By Jeremy Cherfas
One of the things almost everyone says about Norman Borlaug is that nobody knows his name. A new documentary on PBS in the United States may go some way to change that. I do know about Borlaug and the work he did, and I was pleased to be invited to take a look at the film and talk about it with Rob Rapley, the writer and producer, for an episode of my podcast. Spoiler alert: I thought it was a pretty good film and I really enjoyed talking to Rob about it.
The film is called The Man Who Tried To Feed the World, which is a riff on his official biography, The Man Who Fed The World. That distinction – fed vs tried to feed – has riled lots of the people who do know Borlaug’s name. Set that aside for now.
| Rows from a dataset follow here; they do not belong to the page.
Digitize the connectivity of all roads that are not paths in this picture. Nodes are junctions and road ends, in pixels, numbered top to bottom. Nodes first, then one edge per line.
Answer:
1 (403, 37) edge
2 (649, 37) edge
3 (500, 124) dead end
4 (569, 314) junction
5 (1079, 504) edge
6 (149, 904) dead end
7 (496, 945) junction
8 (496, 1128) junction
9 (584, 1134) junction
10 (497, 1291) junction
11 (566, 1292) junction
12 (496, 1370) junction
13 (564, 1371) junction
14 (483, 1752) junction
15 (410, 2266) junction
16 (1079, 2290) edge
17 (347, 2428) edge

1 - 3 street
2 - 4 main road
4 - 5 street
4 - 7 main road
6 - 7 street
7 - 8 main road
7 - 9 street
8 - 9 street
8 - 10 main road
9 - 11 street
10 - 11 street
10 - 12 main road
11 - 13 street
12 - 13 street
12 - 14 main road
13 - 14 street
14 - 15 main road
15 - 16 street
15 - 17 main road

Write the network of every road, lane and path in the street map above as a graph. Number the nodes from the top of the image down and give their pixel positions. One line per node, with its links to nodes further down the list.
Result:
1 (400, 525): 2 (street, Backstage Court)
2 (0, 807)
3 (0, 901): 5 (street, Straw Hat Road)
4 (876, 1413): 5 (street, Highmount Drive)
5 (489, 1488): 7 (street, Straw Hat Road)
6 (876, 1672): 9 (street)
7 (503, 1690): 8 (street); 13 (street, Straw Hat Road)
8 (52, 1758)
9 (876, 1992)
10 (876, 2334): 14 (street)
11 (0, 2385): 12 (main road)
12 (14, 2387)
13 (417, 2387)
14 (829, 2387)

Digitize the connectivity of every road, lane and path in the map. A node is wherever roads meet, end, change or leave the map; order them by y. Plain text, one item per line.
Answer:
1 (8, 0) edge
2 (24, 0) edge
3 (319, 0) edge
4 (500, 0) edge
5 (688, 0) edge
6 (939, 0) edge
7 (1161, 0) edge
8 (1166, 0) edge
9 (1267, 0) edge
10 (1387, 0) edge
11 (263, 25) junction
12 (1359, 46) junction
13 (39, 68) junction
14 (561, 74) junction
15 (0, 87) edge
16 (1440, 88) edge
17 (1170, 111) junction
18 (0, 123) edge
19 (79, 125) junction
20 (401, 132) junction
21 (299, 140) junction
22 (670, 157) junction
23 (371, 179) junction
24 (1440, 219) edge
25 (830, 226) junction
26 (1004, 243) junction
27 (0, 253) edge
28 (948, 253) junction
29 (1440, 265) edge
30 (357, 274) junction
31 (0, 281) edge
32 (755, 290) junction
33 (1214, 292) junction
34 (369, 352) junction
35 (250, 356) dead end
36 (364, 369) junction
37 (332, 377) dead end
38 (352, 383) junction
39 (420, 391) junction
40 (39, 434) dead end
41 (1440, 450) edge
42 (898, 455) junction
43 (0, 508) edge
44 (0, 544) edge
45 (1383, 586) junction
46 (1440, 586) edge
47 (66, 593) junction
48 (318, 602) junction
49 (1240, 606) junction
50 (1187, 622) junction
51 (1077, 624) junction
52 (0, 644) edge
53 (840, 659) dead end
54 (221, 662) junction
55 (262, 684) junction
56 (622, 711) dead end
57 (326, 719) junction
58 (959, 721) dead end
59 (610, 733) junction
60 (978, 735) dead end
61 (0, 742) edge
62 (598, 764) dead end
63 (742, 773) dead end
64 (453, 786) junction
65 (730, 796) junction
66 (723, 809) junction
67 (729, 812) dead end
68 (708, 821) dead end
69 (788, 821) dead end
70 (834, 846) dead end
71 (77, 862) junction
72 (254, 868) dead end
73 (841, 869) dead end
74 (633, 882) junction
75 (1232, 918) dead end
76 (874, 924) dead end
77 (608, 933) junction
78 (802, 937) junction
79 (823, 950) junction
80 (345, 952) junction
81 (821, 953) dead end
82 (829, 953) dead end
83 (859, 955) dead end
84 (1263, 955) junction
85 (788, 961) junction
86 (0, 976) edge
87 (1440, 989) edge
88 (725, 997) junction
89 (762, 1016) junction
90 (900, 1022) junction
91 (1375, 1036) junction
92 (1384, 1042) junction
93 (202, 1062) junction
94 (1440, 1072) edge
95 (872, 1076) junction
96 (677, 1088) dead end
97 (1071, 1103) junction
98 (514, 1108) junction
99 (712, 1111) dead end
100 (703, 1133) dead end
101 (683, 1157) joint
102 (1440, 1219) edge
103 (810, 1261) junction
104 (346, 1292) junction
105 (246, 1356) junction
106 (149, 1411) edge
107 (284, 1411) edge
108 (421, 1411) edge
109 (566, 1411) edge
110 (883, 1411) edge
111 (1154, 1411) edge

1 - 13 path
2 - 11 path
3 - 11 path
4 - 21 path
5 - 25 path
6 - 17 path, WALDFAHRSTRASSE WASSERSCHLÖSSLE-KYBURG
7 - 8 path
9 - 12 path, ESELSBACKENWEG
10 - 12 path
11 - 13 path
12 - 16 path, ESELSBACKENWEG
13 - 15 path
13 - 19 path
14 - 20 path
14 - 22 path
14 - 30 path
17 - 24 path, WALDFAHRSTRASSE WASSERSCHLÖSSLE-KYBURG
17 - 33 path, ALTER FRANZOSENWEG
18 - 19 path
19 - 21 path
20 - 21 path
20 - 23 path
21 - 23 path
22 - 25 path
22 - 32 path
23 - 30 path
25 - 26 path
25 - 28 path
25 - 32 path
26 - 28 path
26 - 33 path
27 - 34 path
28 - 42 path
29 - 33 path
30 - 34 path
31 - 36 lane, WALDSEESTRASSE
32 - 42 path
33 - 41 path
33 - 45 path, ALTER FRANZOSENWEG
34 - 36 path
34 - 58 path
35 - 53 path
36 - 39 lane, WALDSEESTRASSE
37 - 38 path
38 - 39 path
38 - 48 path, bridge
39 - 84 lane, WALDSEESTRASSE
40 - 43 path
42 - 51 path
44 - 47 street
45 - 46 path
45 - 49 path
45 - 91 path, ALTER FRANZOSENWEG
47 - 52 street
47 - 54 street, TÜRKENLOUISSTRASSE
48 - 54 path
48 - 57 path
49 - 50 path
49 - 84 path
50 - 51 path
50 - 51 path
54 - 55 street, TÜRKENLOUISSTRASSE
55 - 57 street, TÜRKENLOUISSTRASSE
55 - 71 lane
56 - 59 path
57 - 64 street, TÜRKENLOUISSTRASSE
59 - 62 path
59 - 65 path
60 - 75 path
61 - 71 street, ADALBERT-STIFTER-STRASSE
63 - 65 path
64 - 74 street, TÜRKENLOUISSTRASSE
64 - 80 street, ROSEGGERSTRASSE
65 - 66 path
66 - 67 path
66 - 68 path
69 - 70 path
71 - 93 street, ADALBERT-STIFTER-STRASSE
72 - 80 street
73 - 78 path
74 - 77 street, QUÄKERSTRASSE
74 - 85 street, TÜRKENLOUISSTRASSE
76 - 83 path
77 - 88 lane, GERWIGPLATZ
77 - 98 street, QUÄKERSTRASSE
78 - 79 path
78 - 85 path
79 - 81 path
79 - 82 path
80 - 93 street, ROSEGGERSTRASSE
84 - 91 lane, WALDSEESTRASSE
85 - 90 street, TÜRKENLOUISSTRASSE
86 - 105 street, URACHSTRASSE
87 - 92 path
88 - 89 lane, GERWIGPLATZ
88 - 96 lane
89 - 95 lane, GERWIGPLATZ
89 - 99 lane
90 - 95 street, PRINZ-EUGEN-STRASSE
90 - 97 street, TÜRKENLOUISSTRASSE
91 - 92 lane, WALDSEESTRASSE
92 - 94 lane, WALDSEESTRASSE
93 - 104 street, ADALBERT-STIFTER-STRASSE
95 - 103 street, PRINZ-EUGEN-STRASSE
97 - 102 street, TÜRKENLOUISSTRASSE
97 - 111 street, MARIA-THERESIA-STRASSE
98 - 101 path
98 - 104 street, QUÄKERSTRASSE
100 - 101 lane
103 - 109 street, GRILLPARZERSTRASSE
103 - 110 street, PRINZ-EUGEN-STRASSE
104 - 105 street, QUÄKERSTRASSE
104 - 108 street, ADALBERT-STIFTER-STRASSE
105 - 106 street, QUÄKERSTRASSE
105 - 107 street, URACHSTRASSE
Borlaug was raised on a small farm in Iowa in the early years of the 20th century. It was hard work, essentially subsistence farming in which children pulled far more than their own weight from a very early age. One of the pivotal experiences in Borlaug’s life, as the film makes clear, was when his family got their first tractor. It changed their lives forever. For one thing, it effectively doubled the size of the farm, as they no longer had to grow feed for the horses. And that meant that they could produce a surplus for sale and actually get a little income from their farm. Freed from daylong chores, Borlaug could attend school and, eventually, the University of Minnesota.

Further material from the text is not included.